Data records
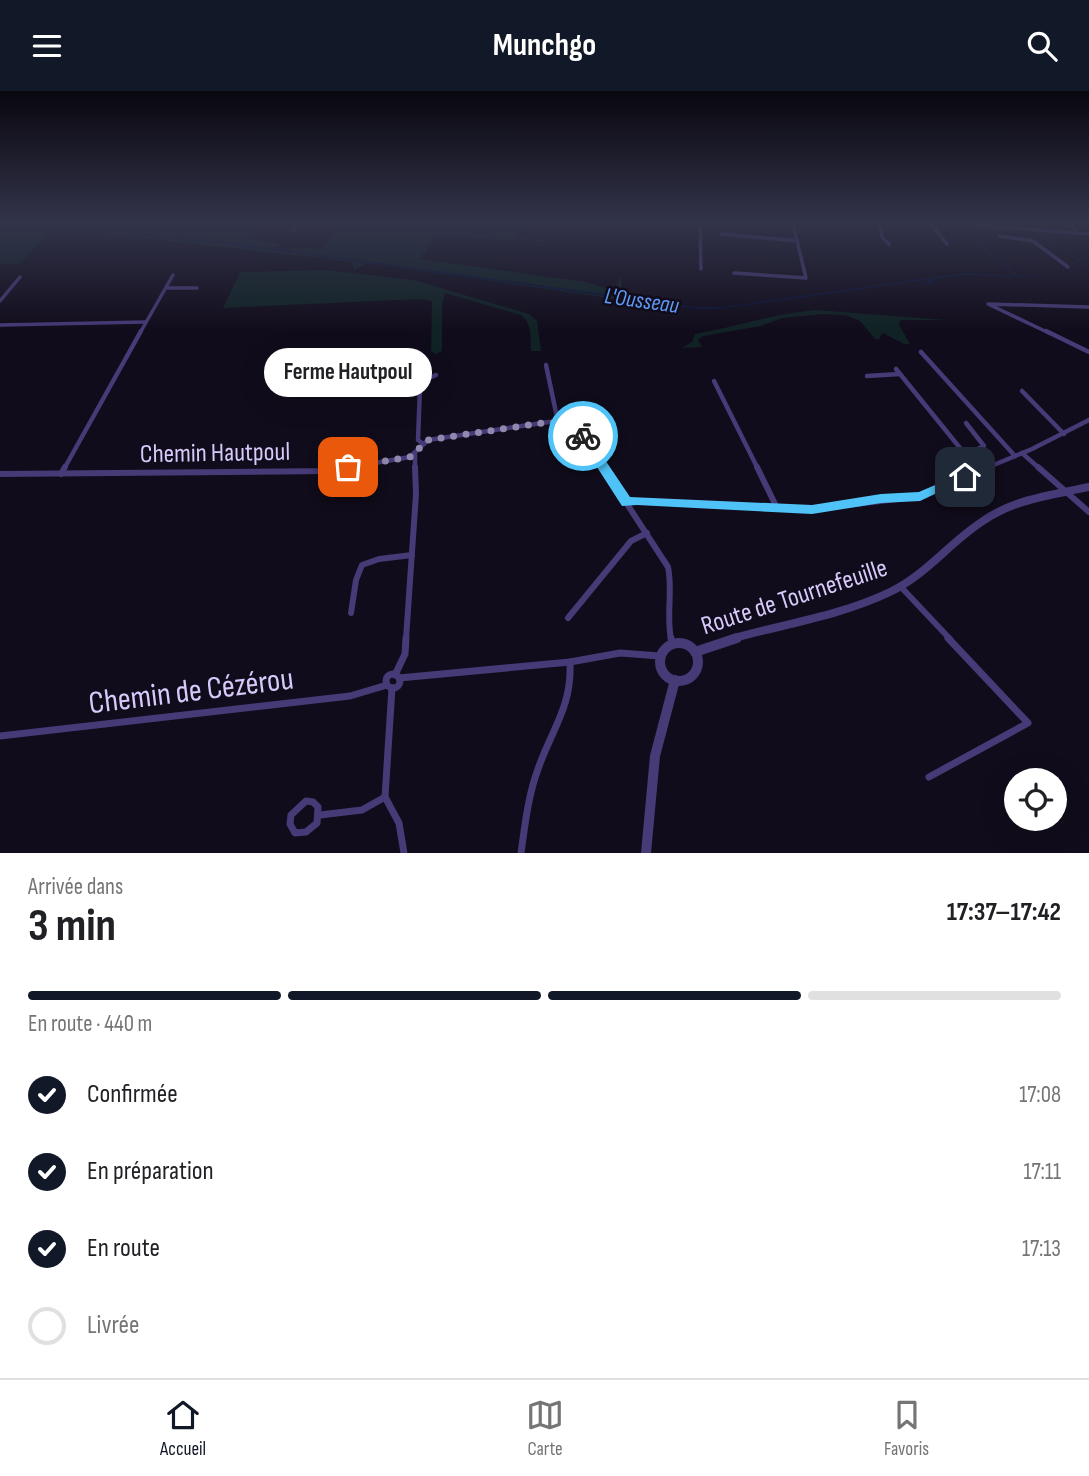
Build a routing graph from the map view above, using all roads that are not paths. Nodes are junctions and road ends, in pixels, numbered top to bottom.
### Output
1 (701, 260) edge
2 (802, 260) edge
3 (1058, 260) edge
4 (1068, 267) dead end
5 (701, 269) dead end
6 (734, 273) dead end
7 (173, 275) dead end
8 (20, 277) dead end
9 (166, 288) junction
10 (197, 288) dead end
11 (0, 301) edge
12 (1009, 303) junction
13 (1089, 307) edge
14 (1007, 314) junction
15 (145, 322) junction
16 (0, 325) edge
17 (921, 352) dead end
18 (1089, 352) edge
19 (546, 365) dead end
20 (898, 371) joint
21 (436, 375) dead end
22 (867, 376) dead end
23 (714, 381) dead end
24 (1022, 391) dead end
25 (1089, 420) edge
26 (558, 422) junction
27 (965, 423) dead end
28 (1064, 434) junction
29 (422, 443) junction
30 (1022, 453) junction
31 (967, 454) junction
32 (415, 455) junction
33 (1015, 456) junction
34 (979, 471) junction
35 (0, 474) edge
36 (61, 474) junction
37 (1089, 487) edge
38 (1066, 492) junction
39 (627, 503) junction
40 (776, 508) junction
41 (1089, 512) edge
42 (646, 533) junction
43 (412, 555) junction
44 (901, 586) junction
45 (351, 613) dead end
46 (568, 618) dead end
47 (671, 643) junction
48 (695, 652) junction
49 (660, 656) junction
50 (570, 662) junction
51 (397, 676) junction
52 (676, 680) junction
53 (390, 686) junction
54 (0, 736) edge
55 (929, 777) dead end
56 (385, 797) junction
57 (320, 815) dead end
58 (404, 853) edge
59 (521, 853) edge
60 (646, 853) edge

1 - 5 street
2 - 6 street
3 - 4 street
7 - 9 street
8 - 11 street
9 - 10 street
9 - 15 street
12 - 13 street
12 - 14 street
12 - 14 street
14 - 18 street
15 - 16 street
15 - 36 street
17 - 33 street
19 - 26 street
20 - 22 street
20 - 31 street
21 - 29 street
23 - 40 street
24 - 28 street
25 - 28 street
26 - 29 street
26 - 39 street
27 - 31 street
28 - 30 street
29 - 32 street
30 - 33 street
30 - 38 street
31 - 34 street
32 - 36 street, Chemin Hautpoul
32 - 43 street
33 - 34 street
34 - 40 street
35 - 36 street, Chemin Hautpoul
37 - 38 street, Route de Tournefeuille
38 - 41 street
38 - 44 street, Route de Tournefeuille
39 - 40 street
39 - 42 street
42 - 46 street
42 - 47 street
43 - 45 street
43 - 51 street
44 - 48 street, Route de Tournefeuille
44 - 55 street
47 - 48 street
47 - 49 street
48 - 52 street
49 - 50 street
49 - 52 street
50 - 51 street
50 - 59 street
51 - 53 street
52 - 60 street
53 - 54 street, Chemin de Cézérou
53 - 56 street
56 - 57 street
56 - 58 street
--
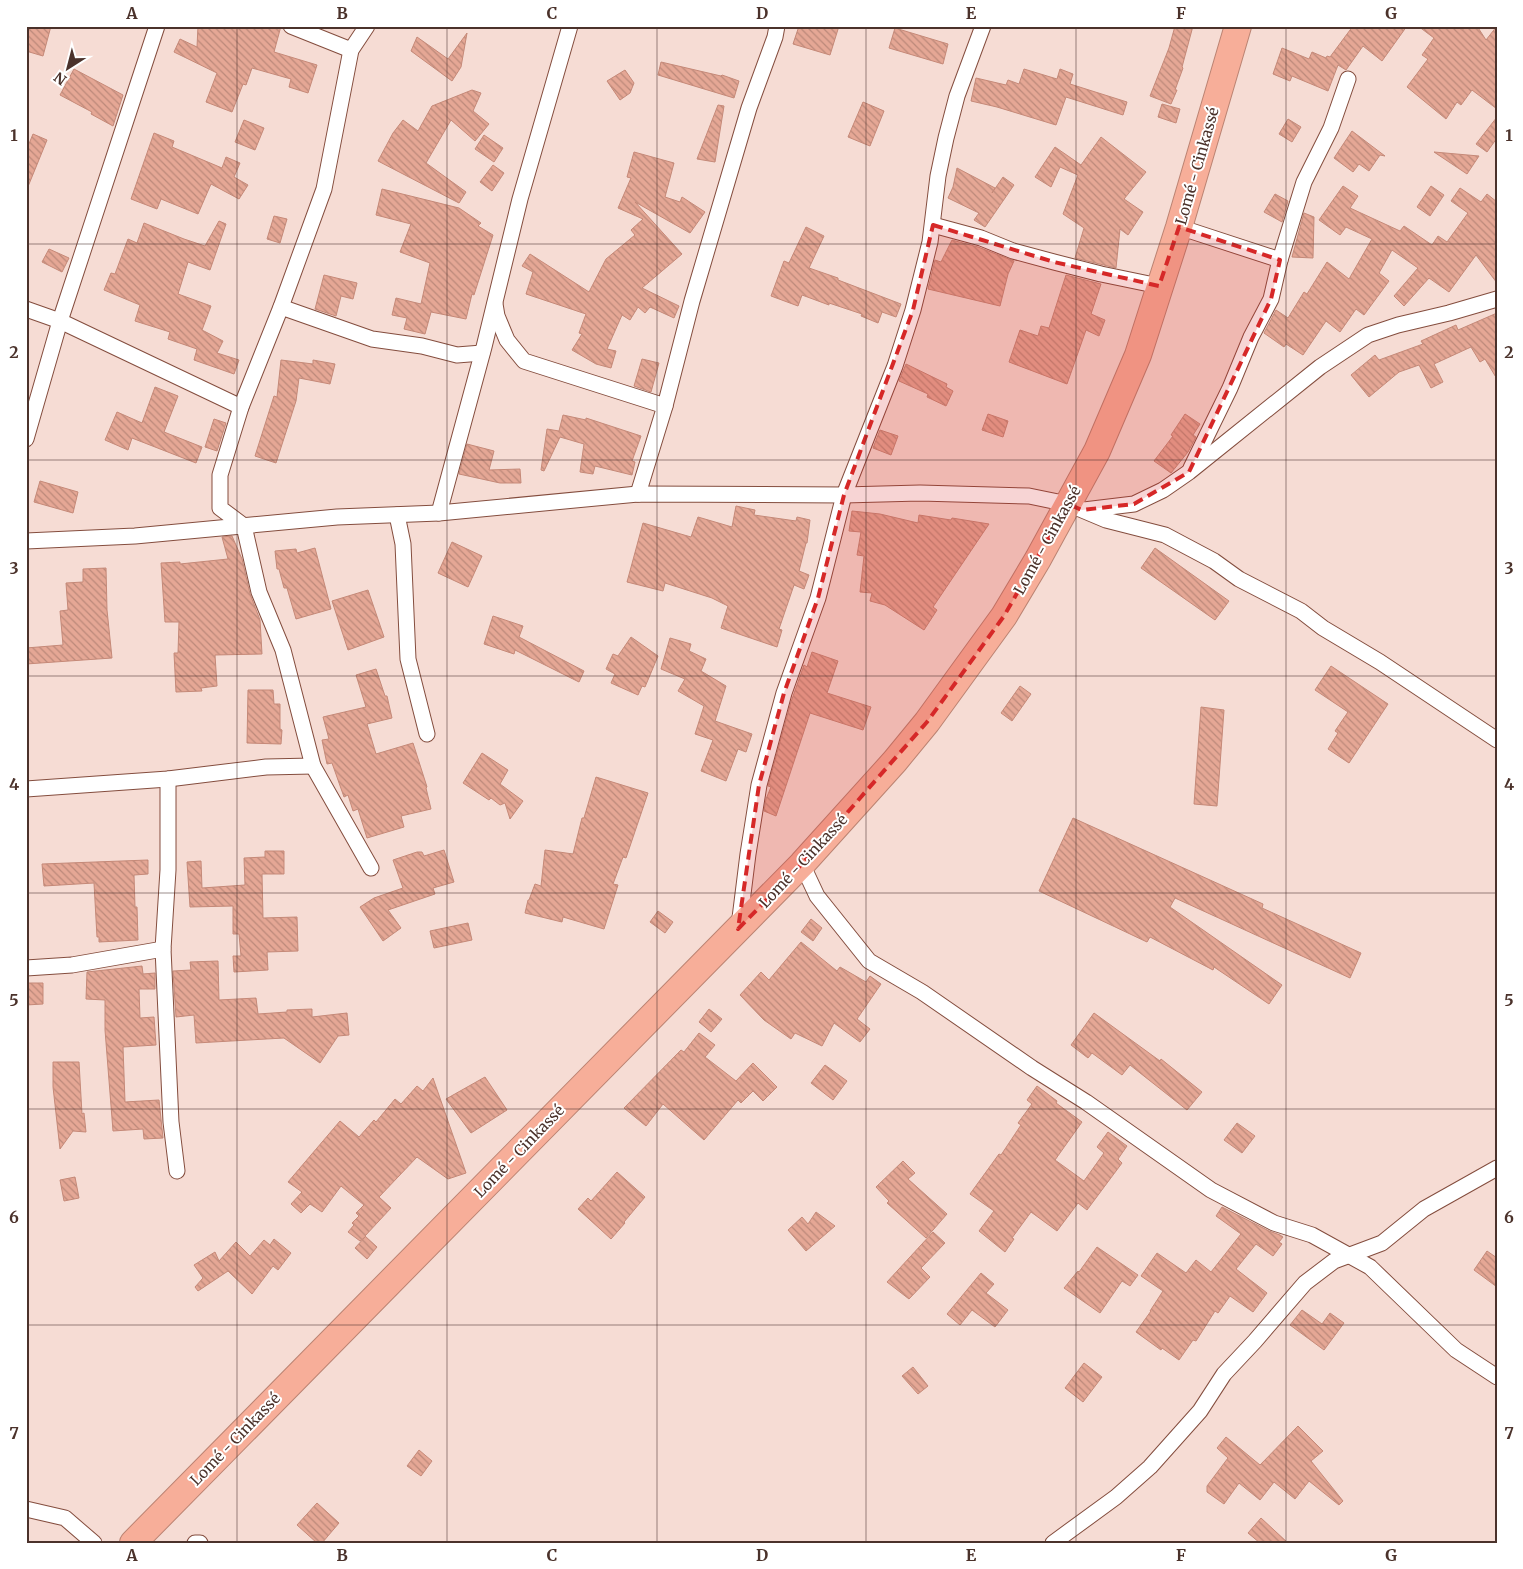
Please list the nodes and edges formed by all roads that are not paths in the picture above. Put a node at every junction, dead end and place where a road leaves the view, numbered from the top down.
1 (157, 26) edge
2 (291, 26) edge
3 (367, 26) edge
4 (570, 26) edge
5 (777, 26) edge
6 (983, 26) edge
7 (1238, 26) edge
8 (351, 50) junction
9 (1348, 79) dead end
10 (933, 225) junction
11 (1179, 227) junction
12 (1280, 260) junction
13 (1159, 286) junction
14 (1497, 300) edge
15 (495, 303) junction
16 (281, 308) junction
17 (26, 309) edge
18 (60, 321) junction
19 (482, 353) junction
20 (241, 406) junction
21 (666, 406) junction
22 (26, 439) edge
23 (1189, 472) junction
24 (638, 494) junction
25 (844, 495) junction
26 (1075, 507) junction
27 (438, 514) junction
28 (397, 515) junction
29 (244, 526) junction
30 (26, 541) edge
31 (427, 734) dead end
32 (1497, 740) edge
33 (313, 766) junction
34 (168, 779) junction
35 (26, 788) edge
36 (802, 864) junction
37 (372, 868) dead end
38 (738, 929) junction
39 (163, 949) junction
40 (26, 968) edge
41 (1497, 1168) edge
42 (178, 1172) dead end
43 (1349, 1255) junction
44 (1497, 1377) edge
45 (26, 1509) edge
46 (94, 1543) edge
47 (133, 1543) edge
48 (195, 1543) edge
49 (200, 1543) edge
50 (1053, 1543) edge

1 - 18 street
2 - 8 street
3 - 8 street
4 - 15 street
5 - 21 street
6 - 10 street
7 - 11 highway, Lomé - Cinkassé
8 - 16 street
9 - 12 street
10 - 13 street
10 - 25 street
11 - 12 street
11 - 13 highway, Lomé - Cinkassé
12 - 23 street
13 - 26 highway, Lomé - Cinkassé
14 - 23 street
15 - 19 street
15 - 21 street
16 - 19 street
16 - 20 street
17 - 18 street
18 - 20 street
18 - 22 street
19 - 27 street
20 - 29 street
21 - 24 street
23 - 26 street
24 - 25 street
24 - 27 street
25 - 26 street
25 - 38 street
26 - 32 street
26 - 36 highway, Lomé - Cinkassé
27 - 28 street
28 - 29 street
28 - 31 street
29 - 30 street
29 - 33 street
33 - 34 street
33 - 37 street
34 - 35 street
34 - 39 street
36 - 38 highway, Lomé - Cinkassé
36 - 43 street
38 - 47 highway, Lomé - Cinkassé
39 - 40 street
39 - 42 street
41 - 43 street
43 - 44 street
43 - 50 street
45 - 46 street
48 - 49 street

Required work: Go through the records and report each line that contains "Chemin".

Answer box:
32 - 36 street, Chemin Hautpoul
35 - 36 street, Chemin Hautpoul
53 - 54 street, Chemin de Cézérou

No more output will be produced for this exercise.